Would this be due to any package version issue?

lscdanson commented 1 year ago

nextflow_(2).log

Please find the log file here. Thanks!

nrhorner commented 1 year ago

Hi @lscdanson This is another issue related to singularity, which keeps cropping up. I will add it to the docs. For now please see https://github.com/epi2me-labs/wf-single-cell/issues/47#issuecomment-1775405339 for a solution

lscdanson commented 1 year ago

Hi @nrhorner, I followed your instruction and added the numba cache dir environment variable to a config file but it still returned the same error. Any reason that it can't detect the changed directory?

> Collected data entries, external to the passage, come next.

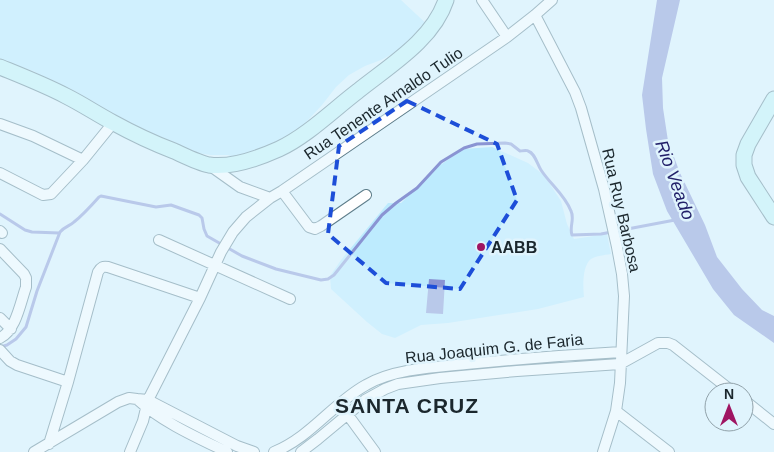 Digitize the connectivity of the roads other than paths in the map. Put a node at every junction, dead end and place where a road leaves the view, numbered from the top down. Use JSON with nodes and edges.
{"nodes":[{"id":1,"x":446,"y":0,"type":"edge"},
{"id":2,"x":482,"y":0,"type":"edge"},
{"id":3,"x":552,"y":0,"type":"edge"},
{"id":4,"x":535,"y":15,"type":"junction"},
{"id":5,"x":507,"y":36,"type":"junction"},
{"id":6,"x":0,"y":67,"type":"edge"},
{"id":7,"x":774,"y":99,"type":"edge"},
{"id":8,"x":113,"y":123,"type":"junction"},
{"id":9,"x":0,"y":124,"type":"edge"},
{"id":10,"x":83,"y":160,"type":"junction"},
{"id":11,"x":208,"y":165,"type":"junction"},
{"id":12,"x":0,"y":173,"type":"edge"},
{"id":13,"x":282,"y":191,"type":"junction"},
{"id":14,"x":366,"y":195,"type":"dead end"},
{"id":15,"x":270,"y":198,"type":"junction"},
{"id":16,"x":774,"y":217,"type":"edge"},
{"id":17,"x":159,"y":240,"type":"dead end"},
{"id":18,"x":0,"y":249,"type":"edge"},
{"id":19,"x":215,"y":264,"type":"junction"},
{"id":20,"x":200,"y":298,"type":"junction"},
{"id":21,"x":290,"y":299,"type":"dead end"},
{"id":22,"x":0,"y":318,"type":"edge"},
{"id":23,"x":11,"y":329,"type":"junction"},
{"id":24,"x":0,"y":338,"type":"edge"},
{"id":25,"x":0,"y":350,"type":"edge"},
{"id":26,"x":621,"y":352,"type":"junction"},
{"id":27,"x":620,"y":364,"type":"junction"},
{"id":28,"x":68,"y":382,"type":"junction"},
{"id":29,"x":720,"y":382,"type":"edge"},
{"id":30,"x":147,"y":404,"type":"junction"},
{"id":31,"x":339,"y":405,"type":"junction"},
{"id":32,"x":754,"y":408,"type":"edge"},
{"id":33,"x":616,"y":411,"type":"junction"},
{"id":34,"x":347,"y":415,"type":"junction"},
{"id":35,"x":774,"y":424,"type":"edge"},
{"id":36,"x":49,"y":444,"type":"junction"},
{"id":37,"x":34,"y":452,"type":"edge"},
{"id":38,"x":130,"y":452,"type":"edge"},
{"id":39,"x":227,"y":452,"type":"edge"},
{"id":40,"x":254,"y":452,"type":"edge"},
{"id":41,"x":274,"y":452,"type":"edge"},
{"id":42,"x":300,"y":452,"type":"edge"},
{"id":43,"x":375,"y":452,"type":"edge"},
{"id":44,"x":596,"y":452,"type":"edge"},
{"id":45,"x":603,"y":452,"type":"edge"},
{"id":46,"x":669,"y":452,"type":"edge"}],
"edges":[{"from":1,"to":11,"type":"street"},
{"from":2,"to":5,"type":"street"},
{"from":3,"to":4,"type":"street","name":"Rua Tenente Arnaldo Tulio"},
{"from":4,"to":5,"type":"street","name":"Rua Tenente Arnaldo Tulio"},
{"from":4,"to":26,"type":"street","name":"Rua Ruy Barbosa"},
{"from":5,"to":13,"type":"street","name":"Rua Tenente Arnaldo Tulio"},
{"from":6,"to":8,"type":"street"},
{"from":7,"to":16,"type":"street"},
{"from":8,"to":10,"type":"street"},
{"from":8,"to":11,"type":"street"},
{"from":9,"to":10,"type":"street"},
{"from":10,"to":12,"type":"street"},
{"from":11,"to":15,"type":"street"},
{"from":13,"to":14,"type":"street"},
{"from":13,"to":15,"type":"street","name":"Rua Tenente Arnaldo Tulio"},
{"from":15,"to":19,"type":"street","name":"Rua Tenente Arnaldo Tulio"},
{"from":17,"to":19,"type":"street"},
{"from":18,"to":23,"type":"street"},
{"from":19,"to":20,"type":"street","name":"Rua Tenente Arnaldo Tulio"},
{"from":19,"to":21,"type":"street"},
{"from":20,"to":28,"type":"street"},
{"from":20,"to":30,"type":"street","name":"Rua Tenente Arnaldo Tulio"},
{"from":22,"to":23,"type":"street"},
{"from":23,"to":24,"type":"street"},
{"from":25,"to":28,"type":"street"},
{"from":26,"to":27,"type":"street","name":"Rua Ruy Barbosa"},
{"from":26,"to":31,"type":"street","name":"Rua Joaquim G. de Faria"},
{"from":27,"to":29,"type":"street"},
{"from":27,"to":33,"type":"street","name":"Rua Ruy Barbosa"},
{"from":27,"to":34,"type":"street","name":"Rua Joaquim G. de Faria"},
{"from":28,"to":36,"type":"street"},
{"from":30,"to":36,"type":"street"},
{"from":30,"to":38,"type":"street","name":"Rua Tenente Arnaldo Tulio"},
{"from":30,"to":39,"type":"street"},
{"from":30,"to":40,"type":"street"},
{"from":31,"to":34,"type":"street"},
{"from":31,"to":41,"type":"street","name":"Rua Joaquim G. de Faria"},
{"from":32,"to":35,"type":"street"},
{"from":33,"to":45,"type":"street","name":"Rua Ruy Barbosa"},
{"from":33,"to":46,"type":"street"},
{"from":34,"to":42,"type":"street","name":"Rua Joaquim G. de Faria"},
{"from":34,"to":43,"type":"street"},
{"from":36,"to":37,"type":"street"},
{"from":44,"to":45,"type":"street"}]} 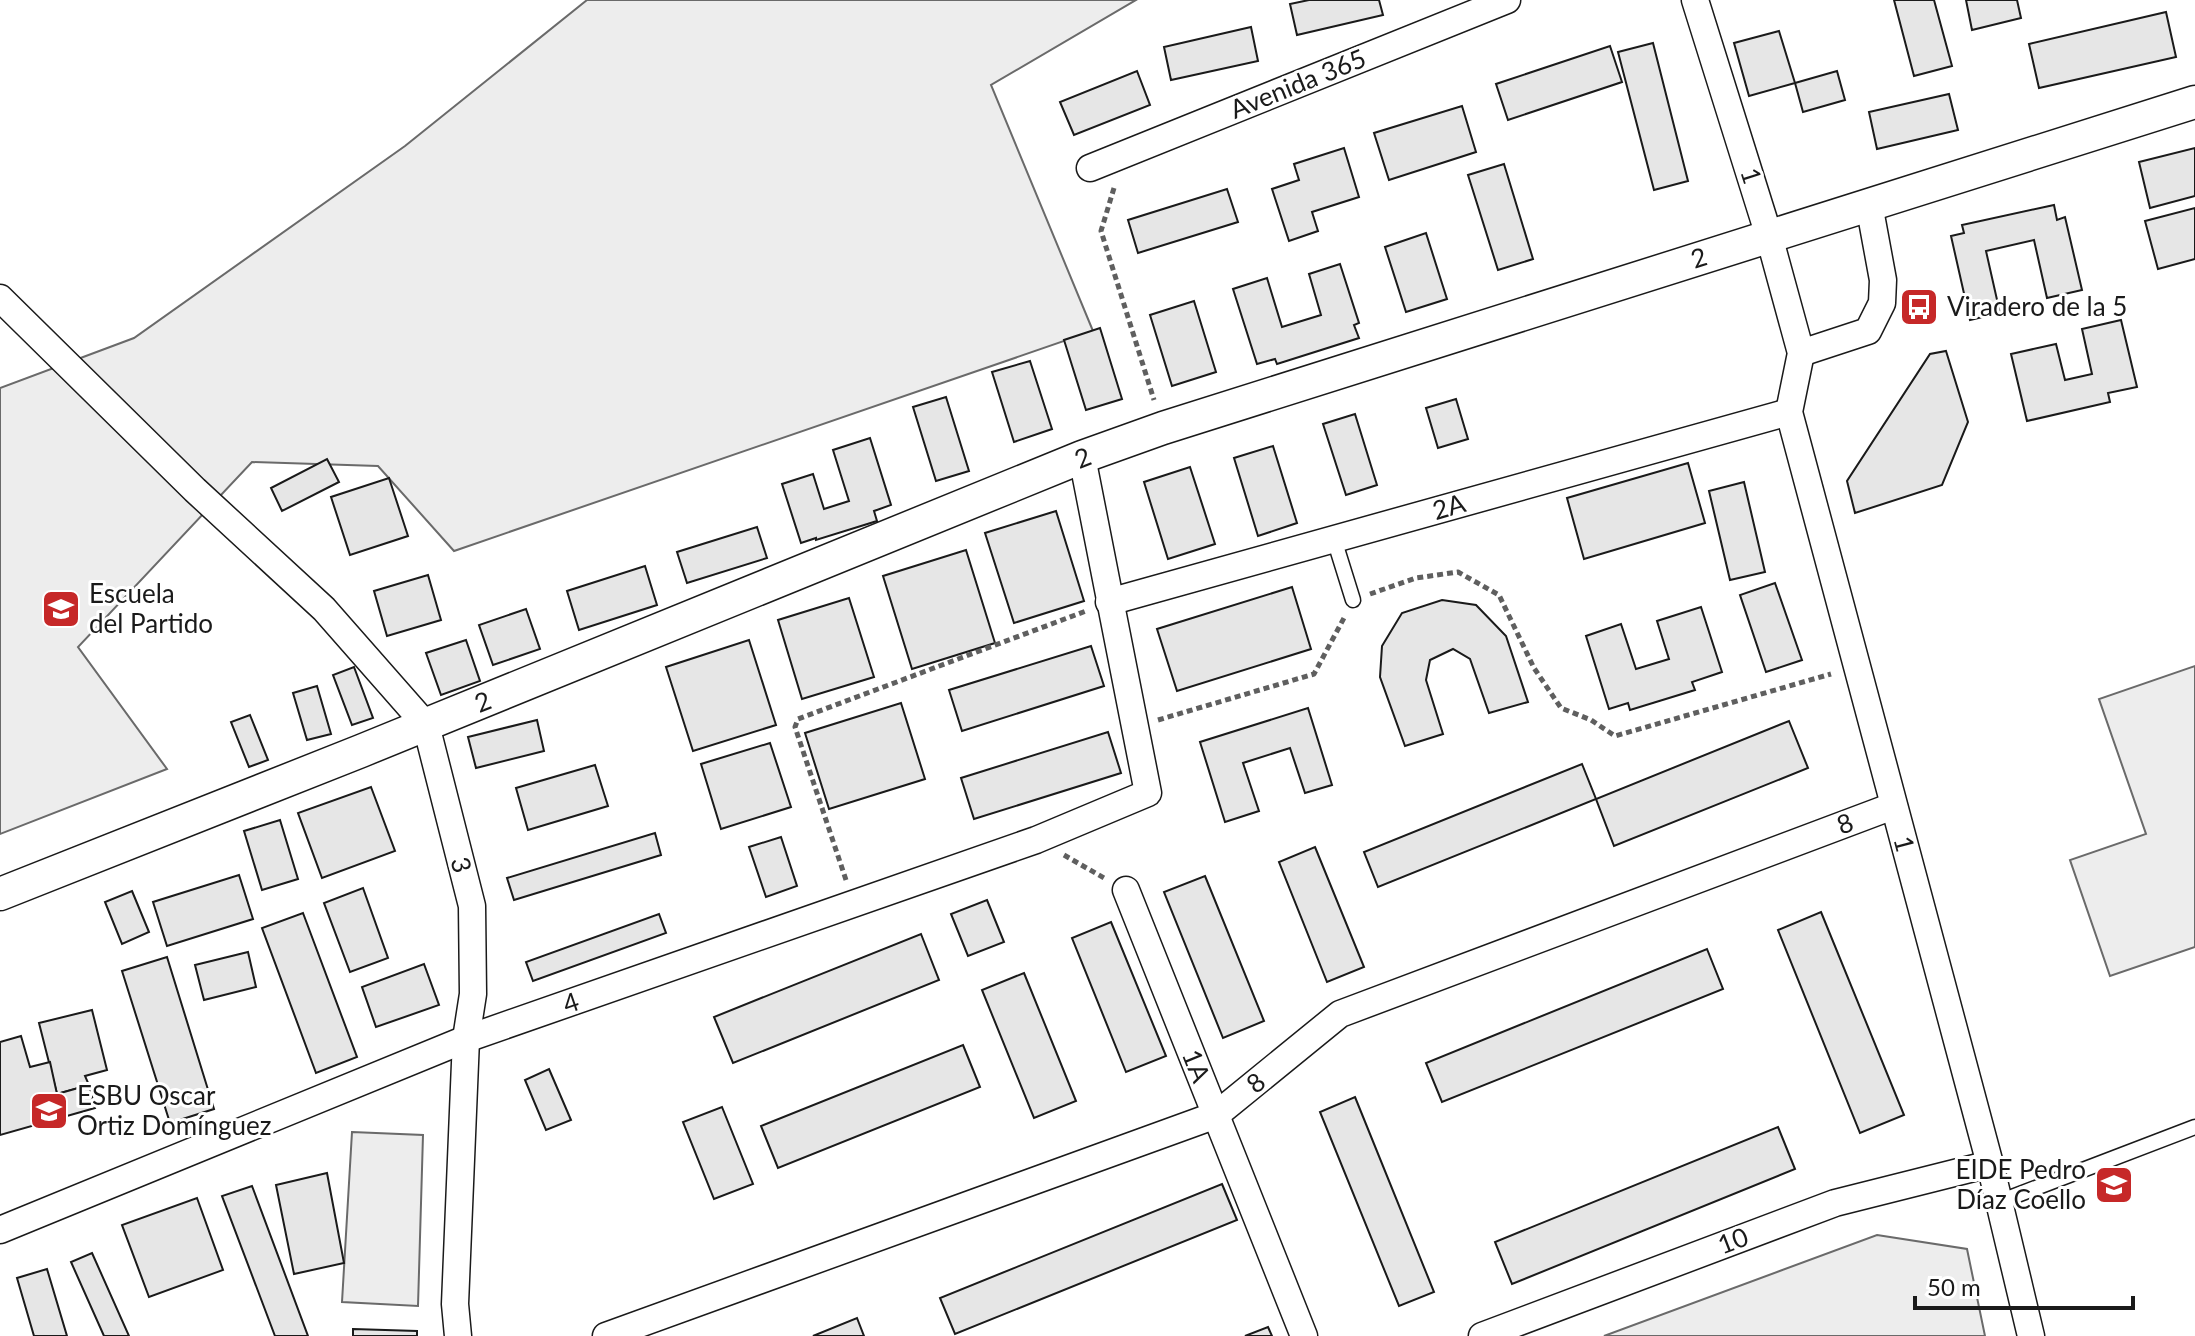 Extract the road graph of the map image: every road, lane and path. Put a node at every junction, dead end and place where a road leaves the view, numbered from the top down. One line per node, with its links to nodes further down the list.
1 (1507, 0): 4 (street, Avenida 365)
2 (1695, 0): 7 (street, 1)
3 (2195, 102): 6 (street, 2)
4 (1126, 154): 5 (street, Avenida 365); 11 (path)
5 (1090, 168)
6 (1869, 204): 7 (street, 2); 9 (street)
7 (1769, 236): 9 (street, 1); 11 (street, 2)
8 (0, 298): 17 (street, 3)
9 (1801, 353): 10 (street, 1)
10 (1789, 412): 13 (street, 2A); 16 (street, 1)
11 (1163, 428): 12 (street, 2)
12 (1082, 457): 15 (street); 17 (street, 2)
13 (1334, 539): 14 (lane); 15 (street, 2A)
14 (1353, 600): 16 (path); 18 (path)
15 (1109, 602): 18 (street); 23 (path)
16 (1858, 666): 19 (street, 1)
17 (426, 725): 22 (street, 2); 24 (street, 3)
18 (1134, 727): 20 (street, 4)
19 (1893, 806): 25 (street, 8); 27 (street, 1)
20 (1036, 840): 21 (path); 23 (street, 4)
21 (1126, 890): 25 (street, 1A)
22 (0, 894)
23 (854, 904): 24 (street, 4)
24 (466, 1039): 29 (street, 4); 30 (street, 3)
25 (1216, 1115): 31 (street, 8); 32 (street, 1A)
26 (2195, 1127): 28 (lane)
27 (1990, 1164): 28 (street, 1); 33 (street, 10)
28 (1999, 1202): 34 (street, 1)
29 (0, 1230)
30 (458, 1336)
31 (606, 1336)
32 (1304, 1336)
33 (1482, 1336)
34 (2031, 1336)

Please find below the content of my config file in case I made any mistake:

`executor { $local { cpus = 64 memory = "400 GB" } }

env { NUMBA_CACHE_DIR='absolute/path/to/tmp_numba' } `

lscdanson commented 1 year ago

nextflow_3.log

Please also find the log file here. Thanks.

nrhorner commented 1 year ago

Hi @lscdanson

Did you replace absolute/path/to/tmp_numba with an an actual path that exists?

nrhorner commented 1 year ago

I'm guessing you did. But, it looks like the NUMBA_CACHE_DIR environment variable is not being set.

 RuntimeError: cannot cache function 'rdist': no locator available for file '/home/epi2melabs/conda/lib/python3.8/site-packages/umap/layouts.py'

Numba is still trying to create the cache in the same directory as the umap code. Can you confirm that /ceph/project/cribbslab/shared/proj005/analyses/10X_ehrlam/my_config.cfg contains the env block, and could you try adding the path you used for --out_dir (/ceph/project/cribbslab/shared/proj005/analyses/10X_ONT_PBMC_stimVSunstim/epi2me/2un2/) as the NUMBA_CACHE_DIR please

lscdanson commented 1 year ago

Hi @nrhorner, I tried adding my output directory as the NUMBA_CACHE_DIR and resumed the nextflow pipeline using the -resume tag but it quickly got aborted returning the same error.

My config file: `executor { $local { cpus = 64 memory = "400 GB" } }

env { NUMBA_CACHE_DIR='/ceph/project/cribbslab/shared/proj005/analyses/10X_ONT_PBMC_stimVSunstim/epi2me/2un2' } `

Please find my log file here:

nextflow_4.log

nrhorner commented 1 year ago

Hi @lscdanson. Could you try the following before running the workflow

export NUMBA_CACHE_DIR='/ceph/project/cribbslab/shared/proj005/analyses/10X_ONT_PBMC_stimVSunstim/epi2me/2un2'
lscdanson commented 1 year ago

Hi @nrhorner

It still returned the same error. Tried both running the above line of code directly on the prompt and within the slurm job script.

nextflow_5.log

nrhorner commented 1 year ago

Hi @lscdanson

I'm not sure why this is still happening. Could you try one more thing please? Would you be able to download the code from the repo and run it locally to see if that makes a difference. https://github.com/epi2me-labs/wf-single-cell, click the green code button then download zip and unzip it. You should see the directory wf-single-cell

Edit the wf-single-cell/nextflow.config by placing the NUMBA_CACHE_DIR entry at the bottom of the config so it looks like:

env {
    PYTHONNOUSERSITE = 1
    NUMBA_CACHE_DIR='/your_dir/'
}

Then run the wrokflow without supplying any -c configs

nextflow run wf-single-cell/ {the rest of your args}   
PT806 commented 1 year ago

Hi @nrhorner, I also met the same issue, and I tried the solutions that you mentioned above, but all didn't work. What else could we do for it now?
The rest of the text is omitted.